Os dois ficaram se encarando.

– O que você ficou fazendo até agora?

– Tentando não pensar que você estava aqui tão perto. "E tentei te beijar também. Não resisti" — suspirou. Então ele levanta sua mão e toca no braço dela. Sua mão vai até seu rosto, devagar, depois desce de novo pelo braço, provocando um arrepio.

Julie fala: — Posso te contar uma coisa? — ela diz.

– Sim! Claro que pode!

– Eu também não estava conseguindo dormir, porque eu não conseguia parar de pensar em você.

– É mesmo? — ele disse sorrindo. E por quê não conseguia?

– Não sei! Eu acho que não queria dormir.

– Eu muito menos — sorriu. E agora?

– Não sei! Eu...

Eles se beijaram de leve.

– Posso tentar adivinhar. — ele disse, tocando com a língua os lábios dela.
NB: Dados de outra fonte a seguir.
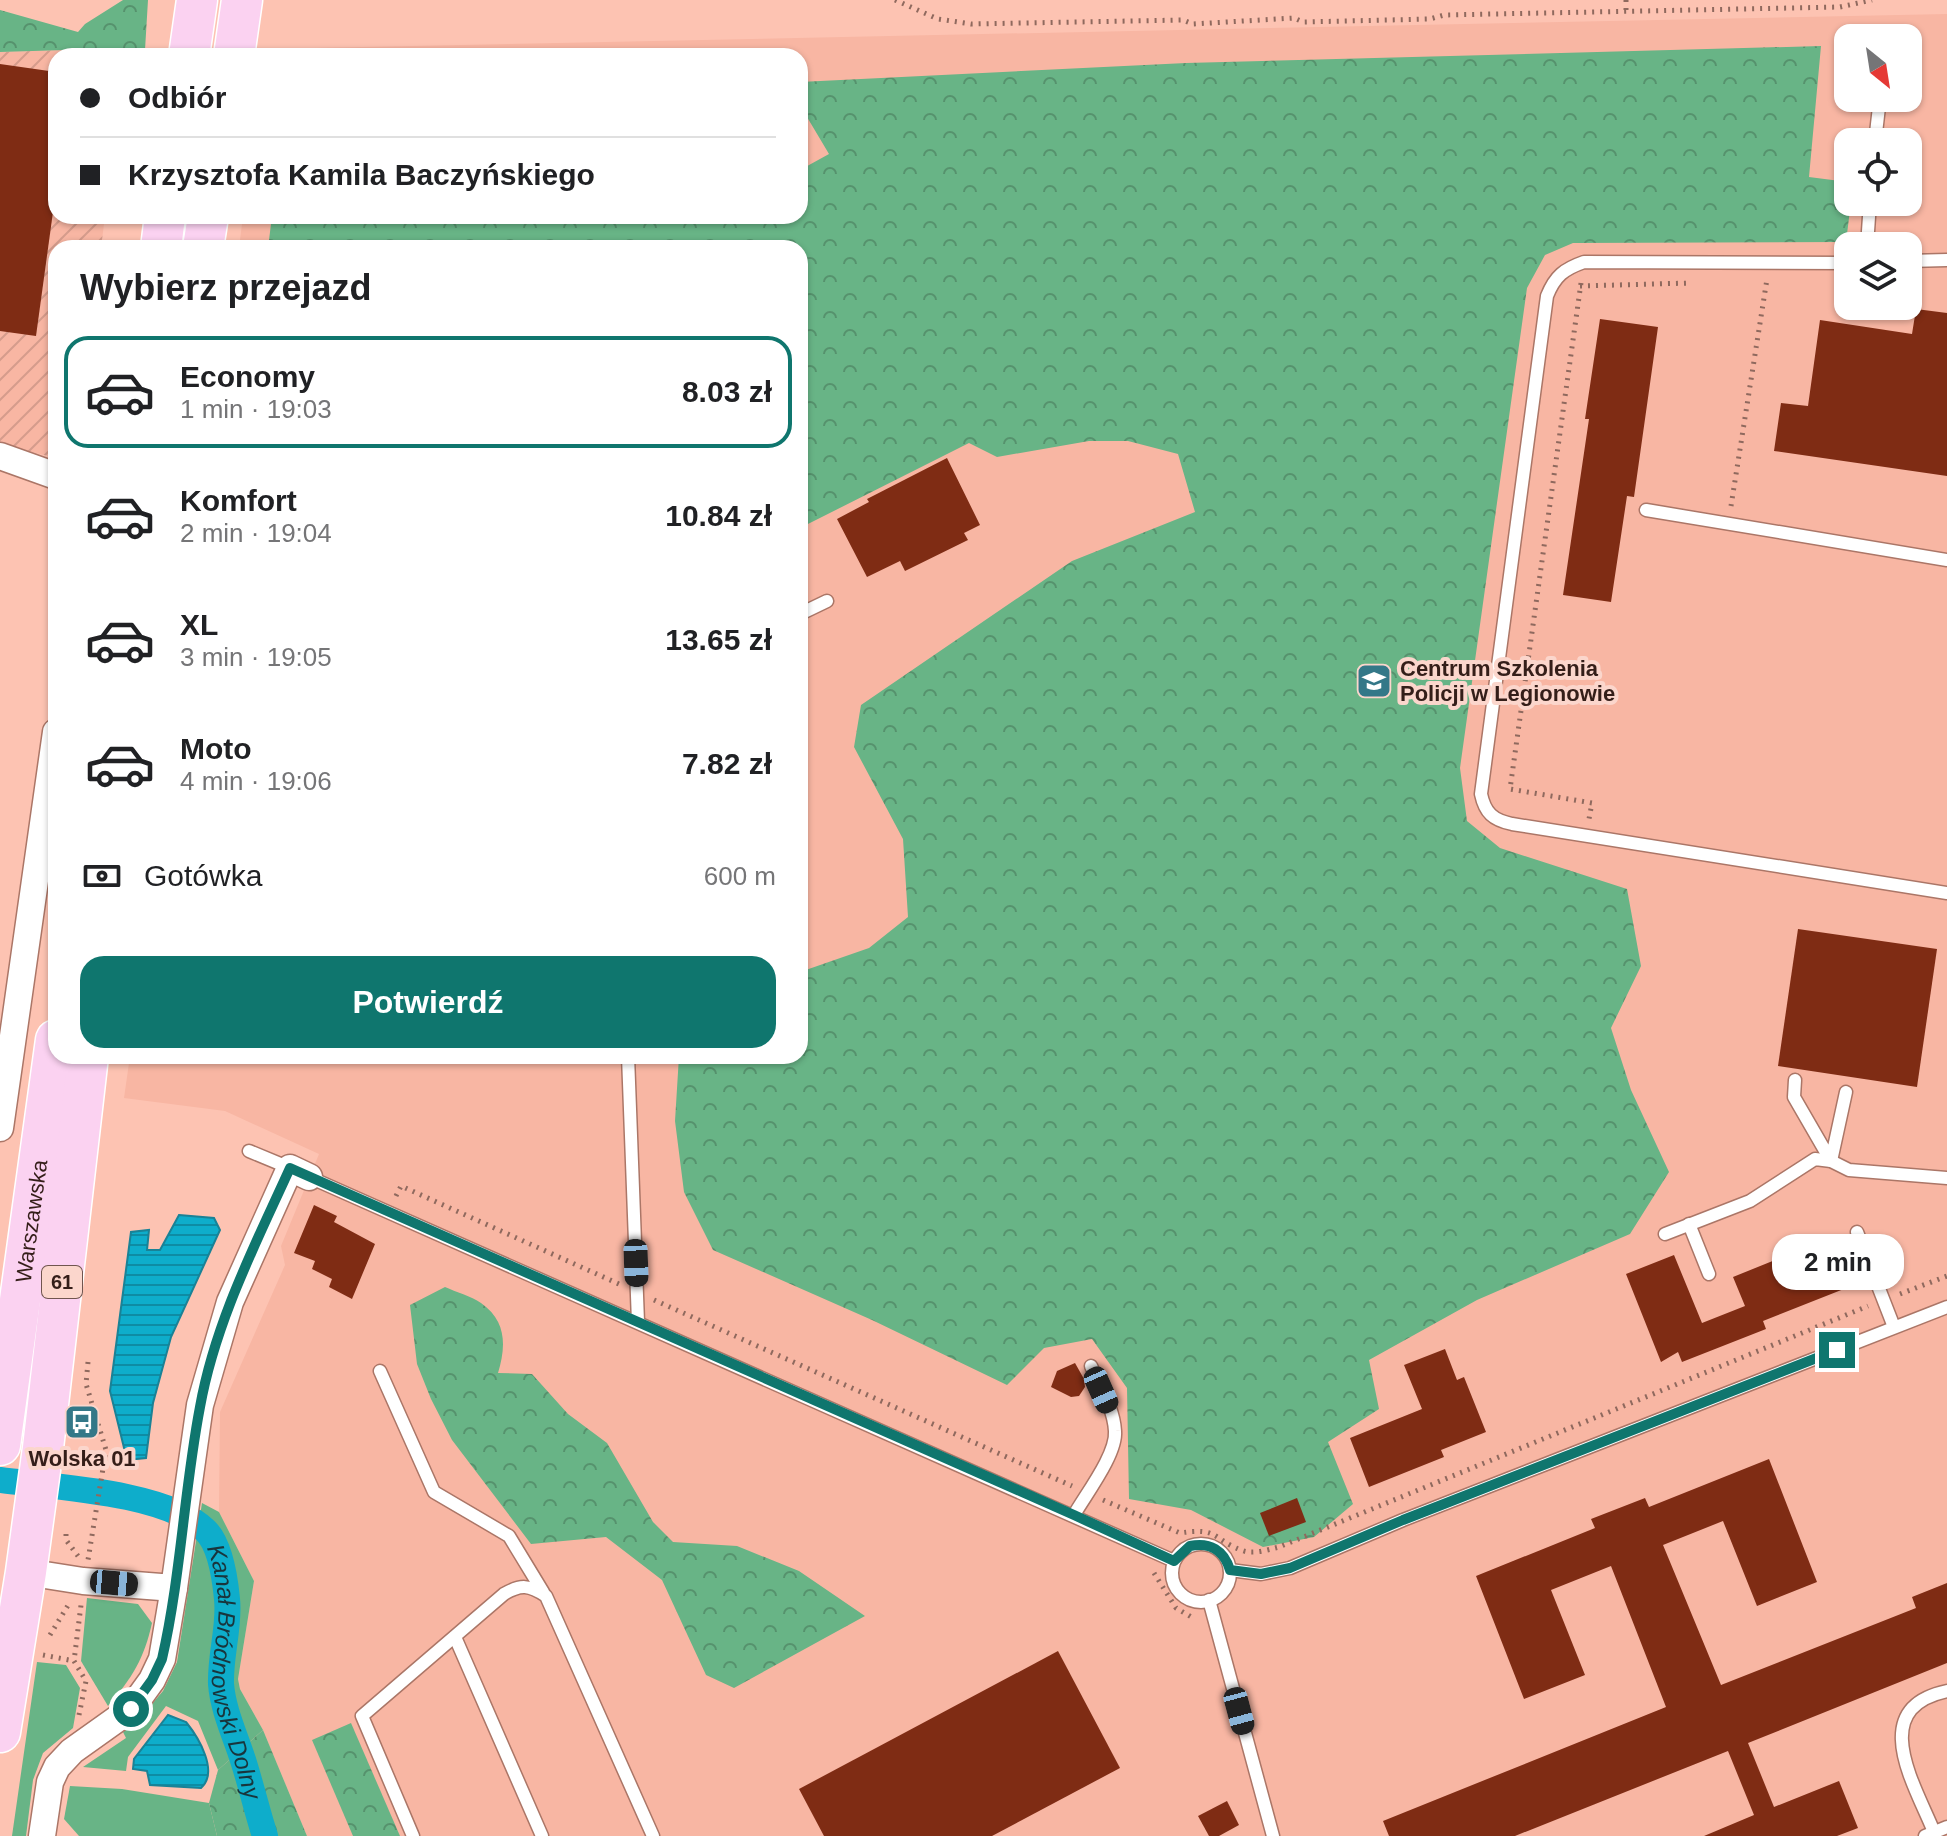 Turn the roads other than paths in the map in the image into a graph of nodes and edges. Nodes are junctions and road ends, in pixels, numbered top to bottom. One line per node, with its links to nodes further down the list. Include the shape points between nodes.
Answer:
1 (197, 0): 3 (main road)
2 (242, 0): 4 (main road)
3 (190, 48)
4 (235, 48)
5 (1947, 260): 6 (lane)
6 (1922, 261)
7 (1834, 263): 15 (lane, via 1584,262 1566,268 1553,282 1481,794 1495,820)
8 (0, 456): 9 (street)
9 (48, 473)
10 (1646, 510): 11 (lane)
11 (1947, 560)
12 (827, 601): 13 (lane)
13 (808, 610)
14 (48, 782): 16 (street)
15 (1947, 893)
16 (6, 1042): 23 (street)
17 (59, 1064): 22 (main road, 61)
18 (84, 1064): 22 (main road, 61)
19 (628, 1064): 33 (lane)
20 (1795, 1080): 25 (lane, via 1794,1097)
21 (1846, 1092): 25 (lane)
22 (64, 1104): 37 (main road, Warszawska / 61); 41 (main road, Warszawska / 61, via 43,1448 50,1522)
23 (0, 1128)
24 (249, 1151): 26 (lane)
25 (1831, 1161): 27 (lane, via 1849,1170); 28 (lane, via 1815,1159 1750,1201)
26 (300, 1172): 33 (lane); 42 (street, via 230,1302 200,1405)
27 (1947, 1178)
28 (1689, 1224): 30 (lane); 31 (lane)
29 (1857, 1232): 34 (lane)
30 (1665, 1234)
31 (1709, 1274)
32 (1947, 1307): 34 (lane)
33 (638, 1322): 38 (lane)
34 (1894, 1327): 40 (lane, via 1290,1568 1261,1574)
35 (1091, 1366): 38 (lane, via 1115,1433 1112,1450)
36 (380, 1371): 43 (lane, via 434,1492 509,1536)
37 (0, 1444)
38 (1074, 1515): 39 (lane)
39 (1174, 1561): 40 (lane, via 1190,1546 1211,1546); 44 (lane, via 1173,1580 1183,1595)
40 (1230, 1570): 44 (lane, via 1225,1589)
41 (26, 1572): 42 (street, via 85,1574); 47 (main road, Warszawska / 61)
42 (174, 1588): 50 (street, via 162,1659 152,1680 131,1709 57,1767)
43 (546, 1596): 45 (lane, via 532,1586 517,1586); 53 (lane)
44 (1209, 1600): 54 (lane)
45 (455, 1637): 51 (lane, via 362,1716); 52 (lane)
46 (1947, 1691): 49 (lane, via 1918,1703 1904,1718 1900,1740)
47 (0, 1732)
48 (1947, 1827): 49 (lane)
49 (1929, 1834)
50 (42, 1836)
51 (413, 1836)
52 (542, 1836)
53 (653, 1836)
54 (1272, 1836) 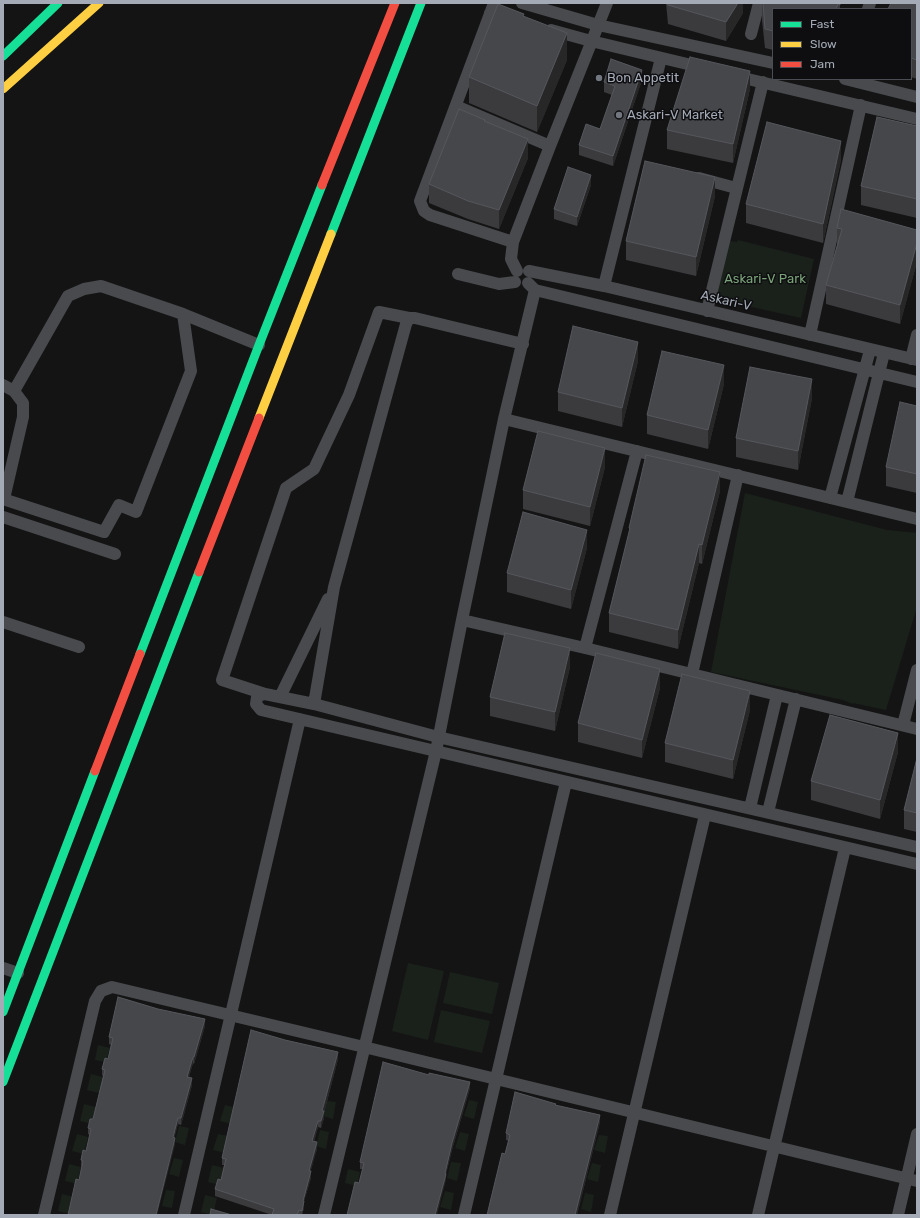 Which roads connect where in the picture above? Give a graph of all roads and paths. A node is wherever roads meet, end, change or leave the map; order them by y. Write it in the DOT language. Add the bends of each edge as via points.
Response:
graph roads {
  1 [pos="58,3"];
  2 [pos="99,3"];
  3 [pos="395,3"];
  4 [pos="421,3"];
  5 [pos="522,3"];
  6 [pos="607,3"];
  7 [pos="759,3"];
  8 [pos="492,8"];
  9 [pos="519,21"];
  10 [pos="598,25"];
  11 [pos="541,27"];
  12 [pos="751,34"];
  13 [pos="591,41"];
  14 [pos="3,56"];
  15 [pos="661,58"];
  16 [pos="772,63"];
  17 [pos="853,80"];
  18 [pos="762,82"];
  19 [pos="3,89"];
  20 [pos="917,97"];
  21 [pos="861,105"];
  22 [pos="456,106"];
  23 [pos="917,119"];
  24 [pos="550,146"];
  25 [pos="634,162"];
  26 [pos="649,165"];
  27 [pos="685,175"];
  28 [pos="736,188"];
  29 [pos="837,212"];
  30 [pos="852,216"];
  31 [pos="513,242"];
  32 [pos="458,274"];
  33 [pos="520,274"];
  34 [pos="604,286"];
  35 [pos="531,287"];
  36 [pos="707,311"];
  37 [pos="182,314"];
  38 [pos="409,318"];
  39 [pos="810,335"];
  40 [pos="917,335"];
  41 [pos="523,344"];
  42 [pos="259,345"];
  43 [pos="870,350"];
  44 [pos="884,353"];
  45 [pos="914,360"];
  46 [pos="866,370"];
  47 [pos="880,373"];
  48 [pos="917,382"];
  49 [pos="3,386"];
  50 [pos="14,390"];
  51 [pos="504,419"];
  52 [pos="637,451"];
  53 [pos="738,475"];
  54 [pos="830,498"];
  55 [pos="3,499"];
  56 [pos="847,502"];
  57 [pos="3,517"];
  58 [pos="917,519"];
  59 [pos="115,554"];
  60 [pos="334,587"];
  61 [pos="462,620"];
  62 [pos="3,622"];
  63 [pos="79,647"];
  64 [pos="585,648"];
  65 [pos="917,670"];
  66 [pos="692,674"];
  67 [pos="265,694"];
  68 [pos="777,694"];
  69 [pos="280,697"];
  70 [pos="796,699"];
  71 [pos="314,704"];
  72 [pos="300,719"];
  73 [pos="903,725"];
  74 [pos="917,729"];
  75 [pos="438,737"];
  76 [pos="436,751"];
  77 [pos="566,782"];
  78 [pos="759,810"];
  79 [pos="705,815"];
  80 [pos="756,827"];
  81 [pos="917,847"];
  82 [pos="845,848"];
  83 [pos="917,864"];
  84 [pos="3,968"];
  85 [pos="18,973"];
  86 [pos="3,1012"];
  87 [pos="230,1015"];
  88 [pos="364,1047"];
  89 [pos="497,1080"];
  90 [pos="3,1082"];
  91 [pos="635,1113"];
  92 [pos="917,1134"];
  93 [pos="774,1147"];
  94 [pos="912,1179"];
  95 [pos="44,1215"];
  96 [pos="184,1215"];
  97 [pos="324,1215"];
  98 [pos="464,1215"];
  99 [pos="610,1215"];
  100 [pos="758,1215"];
  101 [pos="898,1215"];
  1 -- 14 [label="main road"];
  2 -- 19 [label="main road"];
  3 -- 42 [label="main road"];
  4 -- 90 [label="main road" via="230,490"];
  5 -- 10 [label="street"];
  6 -- 10 [label="street"];
  7 -- 12 [label="street"];
  8 -- 9 [label="street"];
  8 -- 22 [label="street"];
  10 -- 13 [label="street"];
  10 -- 16 [label="street"];
  11 -- 13 [label="street"];
  13 -- 15 [label="street"];
  13 -- 24 [label="street"];
  15 -- 18 [label="street"];
  15 -- 25 [label="street"];
  17 -- 20 [label="street"];
  18 -- 21 [label="street"];
  18 -- 28 [label="street"];
  21 -- 23 [label="street"];
  21 -- 29 [label="street"];
  22 -- 24 [label="street"];
  22 -- 31 [label="street" via="420,201 424,211"];
  24 -- 31 [label="street"];
  25 -- 26 [label="street"];
  25 -- 34 [label="street"];
  27 -- 28 [label="street"];
  28 -- 36 [label="street"];
  29 -- 30 [label="street"];
  29 -- 39 [label="street"];
  31 -- 33 [label="street" via="511,259"];
  32 -- 33 [label="street, Askari-V" via="499,284"];
  33 -- 34 [label="street, Askari-V"];
  33 -- 35 [label="street" via="531,277"];
  34 -- 36 [label="street, Askari-V"];
  35 -- 41 [label="street"];
  35 -- 46 [label="street"];
  36 -- 39 [label="street, Askari-V"];
  37 -- 42 [label="street"];
  37 -- 50 [label="street" via="101,286 84,289 68,296"];
  37 -- 55 [label="street" via="191,371 136,512 118,505 104,532"];
  38 -- 41 [label="street"];
  38 -- 60 [label="street"];
  38 -- 67 [label="street" via="379,312 349,395 314,469 286,488 222,680"];
  39 -- 43 [label="street, Askari-V"];
  40 -- 45 [label="street"];
  41 -- 51 [label="street"];
  42 -- 85 [label="main road"];
  43 -- 44 [label="street, Askari-V"];
  43 -- 46 [label="street"];
  44 -- 45 [label="street, Askari-V"];
  44 -- 47 [label="street"];
  46 -- 47 [label="street"];
  46 -- 54 [label="street"];
  47 -- 48 [label="street"];
  47 -- 56 [label="street"];
  49 -- 50 [label="street"];
  50 -- 55 [label="street" via="23,403 23,417"];
  51 -- 52 [label="street"];
  51 -- 61 [label="street"];
  52 -- 53 [label="street"];
  52 -- 64 [label="street"];
  53 -- 54 [label="street"];
  53 -- 66 [label="street"];
  54 -- 56 [label="street"];
  56 -- 58 [label="street"];
  57 -- 59 [label="street"];
  60 -- 69 [label="street"];
  60 -- 71 [label="street"];
  61 -- 64 [label="street"];
  61 -- 75 [label="street"];
  62 -- 63 [label="street"];
  64 -- 66 [label="street"];
  65 -- 73 [label="street"];
  66 -- 68 [label="street"];
  67 -- 69 [label="street"];
  67 -- 72 [label="street" via="257,697 257,708"];
  68 -- 70 [label="street"];
  68 -- 78 [label="street"];
  69 -- 71 [label="street"];
  70 -- 73 [label="street"];
  70 -- 78 [label="street"];
  71 -- 75 [label="street"];
  72 -- 76 [label="street"];
  72 -- 87 [label="street"];
  73 -- 74 [label="street"];
  75 -- 76 [label="street"];
  75 -- 78 [label="street"];
  76 -- 77 [label="street"];
  76 -- 88 [label="street"];
  77 -- 79 [label="street"];
  77 -- 89 [label="street"];
  78 -- 80 [label="street"];
  78 -- 81 [label="street"];
  79 -- 80 [label="street"];
  79 -- 91 [label="street"];
  80 -- 82 [label="street"];
  82 -- 83 [label="street"];
  82 -- 93 [label="street"];
  84 -- 85 [label="street"];
  85 -- 86 [label="main road"];
  87 -- 88 [label="street"];
  87 -- 95 [label="street" via="112,987 102,991 95,1001"];
  87 -- 96 [label="street"];
  88 -- 89 [label="street"];
  88 -- 97 [label="street"];
  89 -- 91 [label="street"];
  89 -- 98 [label="street"];
  91 -- 93 [label="street"];
  91 -- 99 [label="street"];
  92 -- 94 [label="street"];
  93 -- 94 [label="street"];
  93 -- 100 [label="street"];
  94 -- 101 [label="street"];
}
Ela fechou os olhos, respirou fundo e quando os abriu brilhavam intensamente. Aquele olhar de quem espera mais.

– E vou descobrir. — ele sussurra. Suas mãos deslizam pelas suas costas, subindo até a sua nuca.Acaricia seus cabelos. Chega a boca perto da sua orelha e beija fraco, transformando o beijo em uma leve mordida. — Você me quer? — pergunta baixinho.

Ela responde com um abraço apertado.

– Isso é um sim? Ele pergunta admirando aqueles olhos muito brilhantes que o conquistaram.- Seus olhos são lindos!

Ela sorriu, de um jeito que os olhos pareciam sorrir também. Mas de repente, bateu uma insegurança. Ela ficou nervosa. — N-não Dani, eu acho que meu pai pode aparecer aqui. Acho melhor não..."Julie, isso não é hora de você ficar tímida!" — ela pensou.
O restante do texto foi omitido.